The Franchise Boom: How Hotel Brands Built Empires Without Owning Hotels
Franchising has fundamentally reshaped the hospitality industry. Instead of owning and operating hotels, brands like Marriott and Hilton have built empires by licensing their names and systems to independent owners. In return, they collect royalties, reservation fees, and loyalty program contributions, often totaling 15–20% of gross revenues.
This asset-light model has fueled explosive growth. Between 2017 and 2022, thousands of new franchised hotels opened globally, while brands launched more than 120 new sub-brands to capture every customer segment. Financial markets reward this model with high valuations due to its scalability and low capital intensity.
However, the franchising boom comes at a cost.
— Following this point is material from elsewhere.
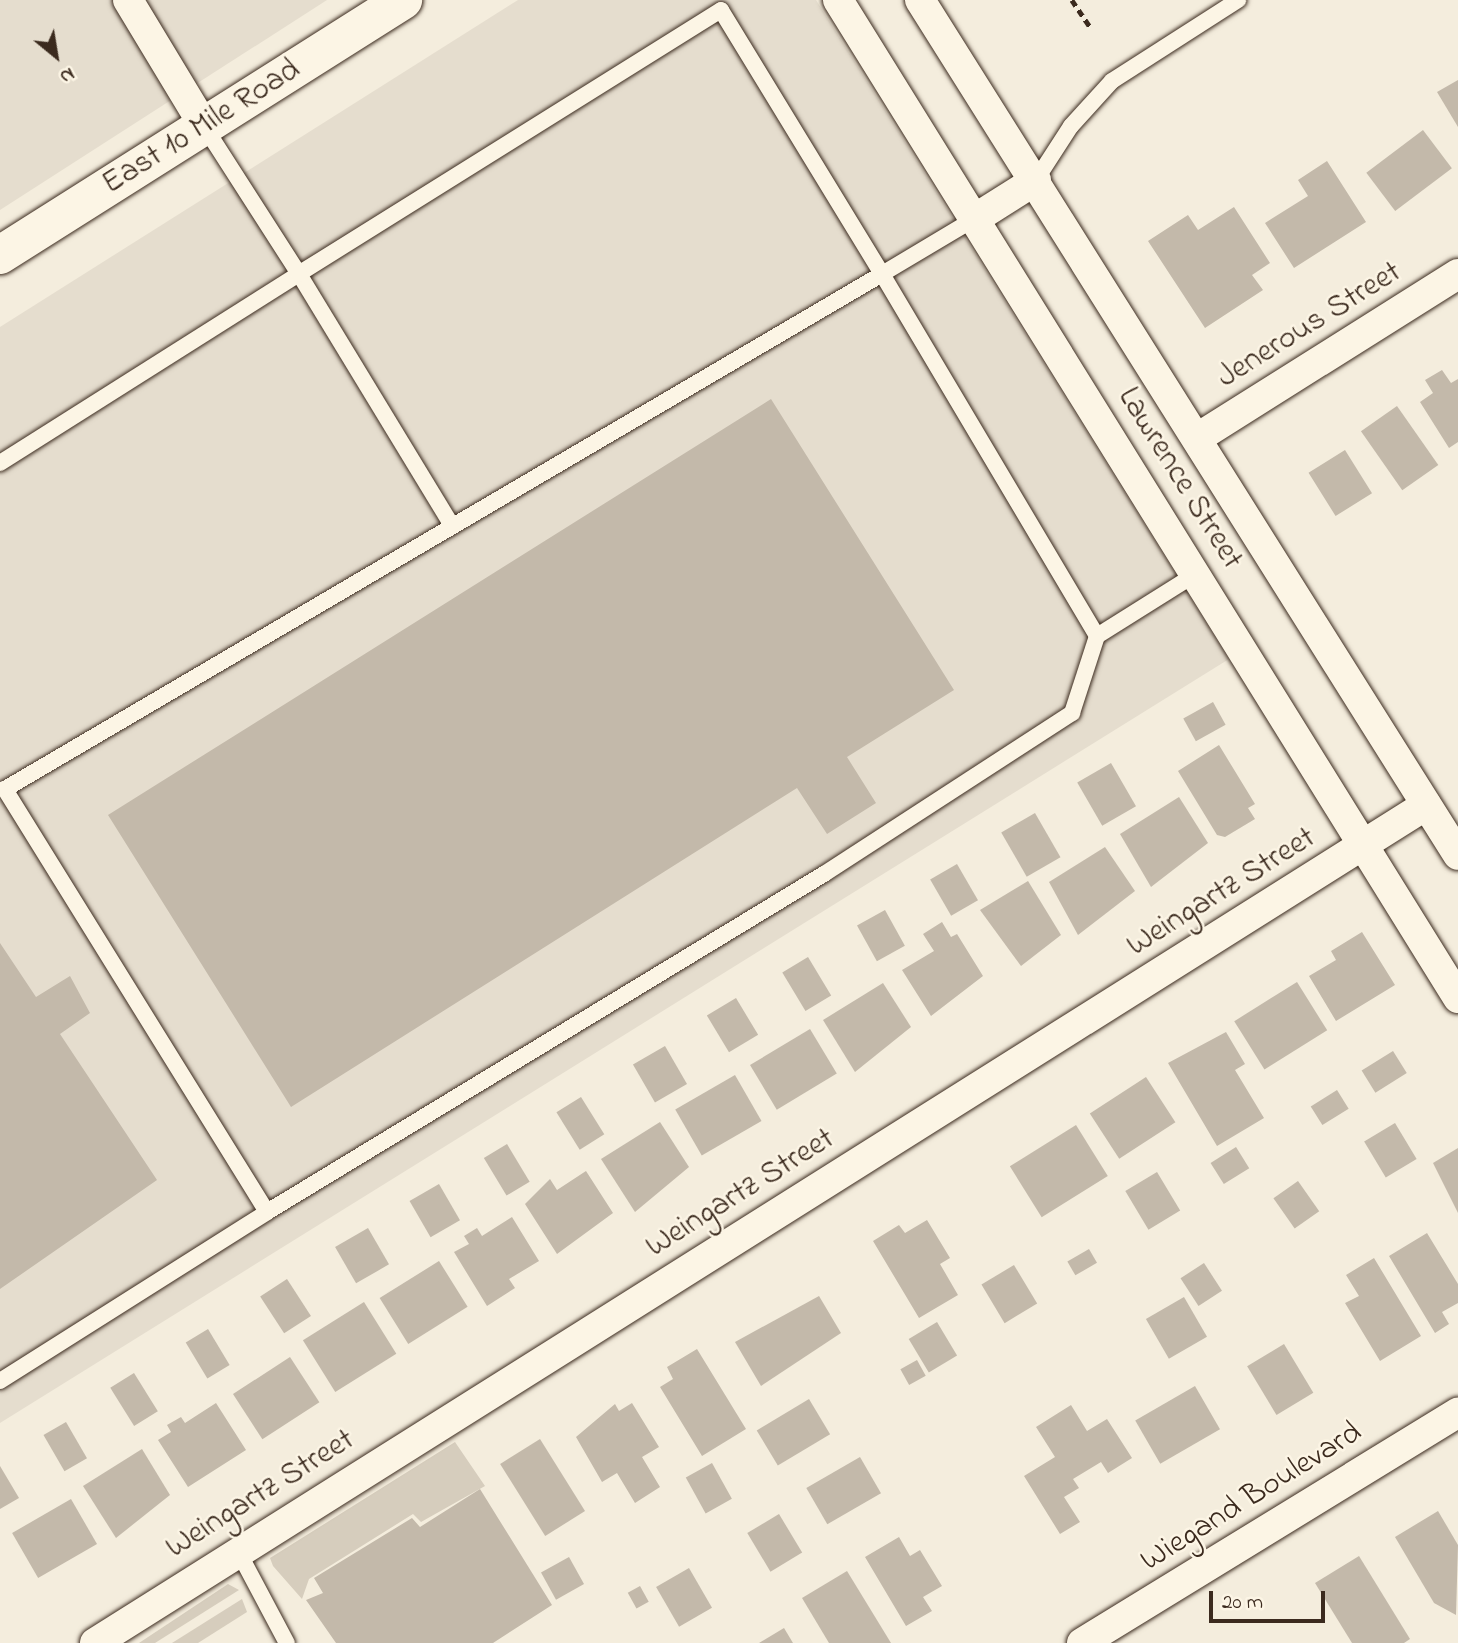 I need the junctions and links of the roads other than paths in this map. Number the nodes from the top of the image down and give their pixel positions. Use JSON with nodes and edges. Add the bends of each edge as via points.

Franchise agreements typically provide minimal support for human capital development, leading to inconsistent employee experiences, high turnover, and weakened employer branding. Many employees do not know who actually employs them, creating confusion and eroding loyalty.
Moreover, aggressive brand proliferation has blurred brand identities. Limited-service hotels often command rates higher than legacy full-service properties, confusing consumers and undermining direct bookings.
To sustain long-term success, hotel companies must reinvest in talent pipelines, rationalize brand portfolios, and align employer branding across their networks. Otherwise, the financial success of franchising risks undermining the very brands that built it.